EXERCISE DETAILS: A faithful copy without images is required: write out all the records exactly.

PROVIDED DATA: Begin

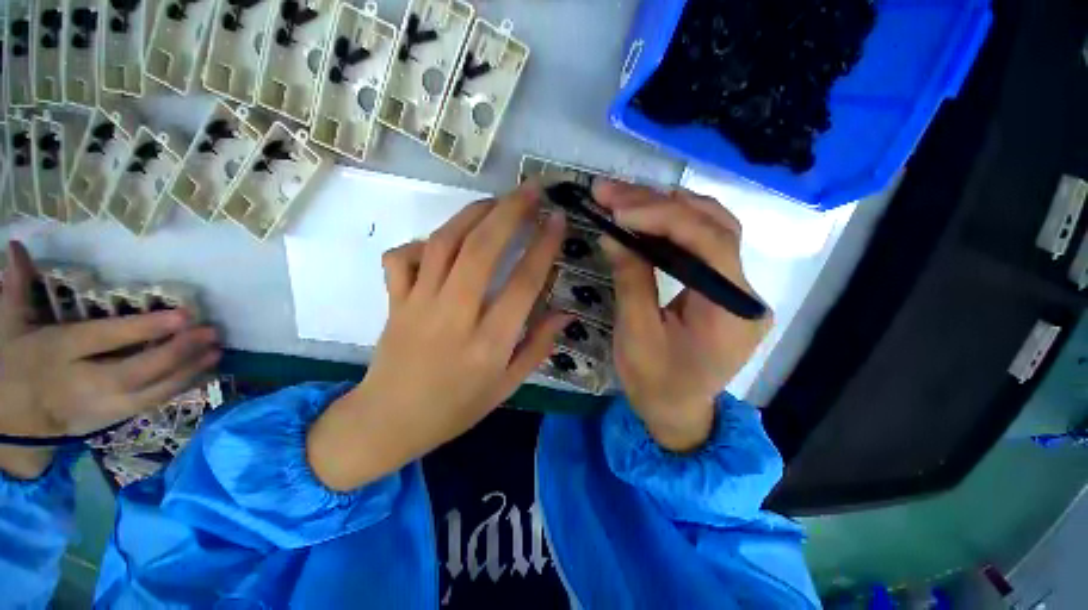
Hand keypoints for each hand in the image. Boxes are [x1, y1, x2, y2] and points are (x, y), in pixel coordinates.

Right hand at [0, 242, 220, 478]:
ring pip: (150, 392)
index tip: (183, 315)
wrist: (13, 420)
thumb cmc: (13, 364)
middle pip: (135, 370)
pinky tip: (205, 372)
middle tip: (211, 332)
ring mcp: (103, 405)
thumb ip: (17, 289)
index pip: (104, 339)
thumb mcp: (8, 326)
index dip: (143, 328)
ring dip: (188, 371)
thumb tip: (16, 246)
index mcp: (58, 353)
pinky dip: (181, 388)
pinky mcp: (115, 417)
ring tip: (217, 351)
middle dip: (176, 352)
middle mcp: (84, 382)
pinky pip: (152, 404)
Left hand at [308, 183, 569, 490]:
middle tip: (531, 190)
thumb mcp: (507, 386)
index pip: (523, 284)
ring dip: (473, 214)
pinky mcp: (394, 301)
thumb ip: (538, 347)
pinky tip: (444, 239)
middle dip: (509, 213)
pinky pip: (403, 258)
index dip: (543, 247)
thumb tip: (565, 313)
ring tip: (497, 200)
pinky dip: (423, 241)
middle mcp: (454, 317)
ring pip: (444, 244)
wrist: (388, 422)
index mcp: (488, 344)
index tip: (557, 220)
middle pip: (481, 251)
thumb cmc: (456, 409)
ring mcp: (418, 305)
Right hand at [593, 180, 771, 451]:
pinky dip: (672, 226)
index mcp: (731, 312)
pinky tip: (645, 218)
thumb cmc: (654, 383)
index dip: (663, 217)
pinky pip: (702, 245)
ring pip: (711, 228)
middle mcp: (746, 294)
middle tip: (612, 193)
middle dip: (659, 204)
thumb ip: (631, 280)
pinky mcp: (723, 289)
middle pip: (713, 227)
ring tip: (625, 199)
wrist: (677, 413)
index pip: (709, 243)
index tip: (618, 210)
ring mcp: (738, 289)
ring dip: (666, 208)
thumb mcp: (636, 334)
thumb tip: (615, 234)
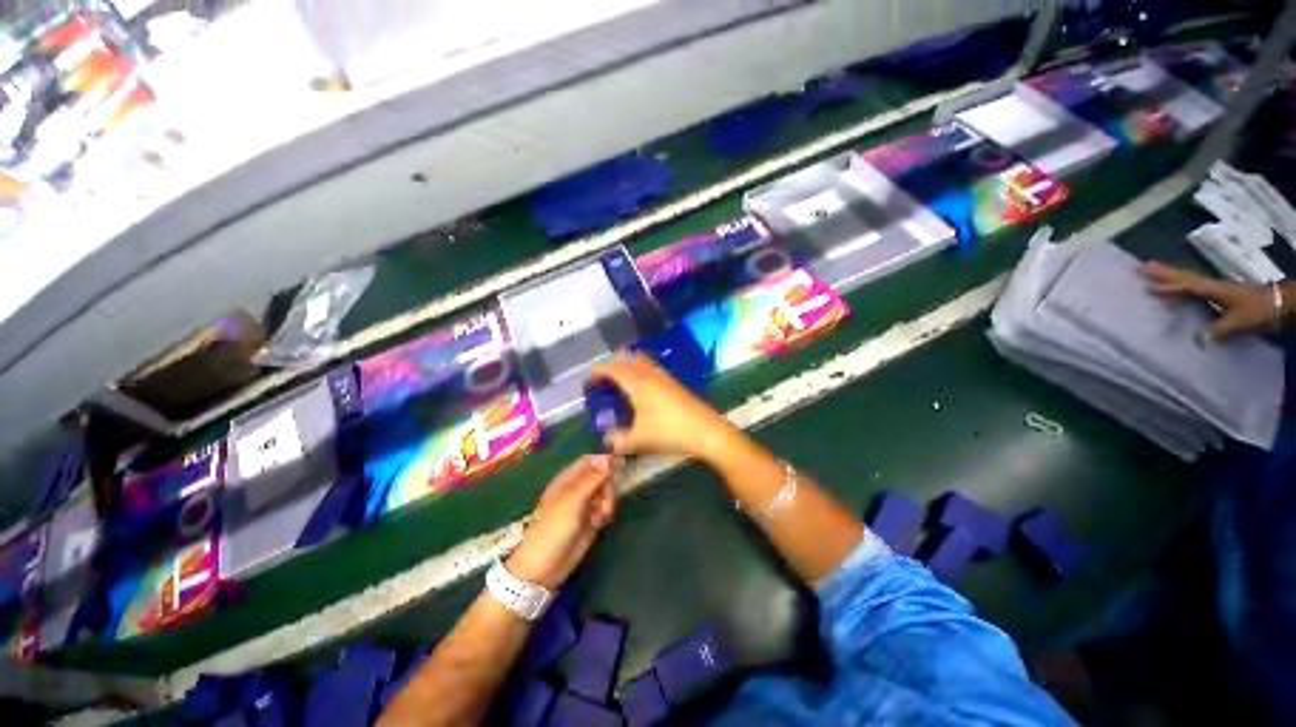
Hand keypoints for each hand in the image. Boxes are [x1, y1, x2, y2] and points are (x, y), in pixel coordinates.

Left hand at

PROVIDED DATA: End

TASK RESULT:
Hand keypoints for each hand in the image. Boxes are [x1, y1, x2, y2] and points are (x, y), in pixel coordinates.

Right hand at [0, 242, 220, 478]:
ring pip: (150, 392)
index tip: (183, 315)
wrist: (13, 420)
thumb cmc: (13, 364)
middle pip: (135, 370)
pinky tip: (205, 372)
middle tip: (211, 332)
ring mcp: (103, 405)
thumb ip: (17, 289)
index pip: (104, 339)
thumb mcp: (8, 326)
index dip: (143, 328)
ring dip: (188, 371)
thumb tip: (16, 246)
index mcp: (58, 353)
pinky dip: (181, 388)
pinky mcp: (115, 417)
ring tip: (217, 351)
middle dip: (176, 352)
middle mcp: (84, 382)
pinky pip: (152, 404)
Left hand at [308, 183, 569, 490]:
middle tip: (531, 190)
thumb mcp: (507, 386)
index pip: (523, 284)
ring dip: (473, 214)
pinky mcp: (394, 301)
thumb ip: (538, 347)
pinky tip: (444, 239)
middle dip: (509, 213)
pinky pip: (403, 258)
index dip: (543, 247)
thumb tip: (565, 313)
ring tip: (497, 200)
pinky dip: (423, 241)
middle mcp: (454, 317)
ring pip: (444, 244)
wrist: (388, 422)
index mcp: (488, 344)
index tip: (557, 220)
middle pip: (481, 251)
thumb cmc: (456, 409)
ring mcp: (418, 305)
Right hand at [593, 180, 771, 451]:
pinky dip: (672, 226)
index mcp: (731, 312)
pinky tip: (645, 218)
thumb cmc: (654, 383)
index dip: (663, 217)
pinky pip: (702, 245)
ring pip: (711, 228)
middle mcp: (746, 294)
middle tip: (612, 193)
middle dip: (659, 204)
thumb ip: (631, 280)
pinky mcp: (723, 289)
middle pip: (713, 227)
ring tip: (625, 199)
wrist: (677, 413)
index pip: (709, 243)
index tip: (618, 210)
ring mcp: (738, 289)
ring dip: (666, 208)
thumb mcp: (636, 334)
thumb tip: (615, 234)
Hand keypoints for each hand in the image. Boxes are [x1, y1, x2, y2] and points are (x, y), in pixel coordinates.

Left hand at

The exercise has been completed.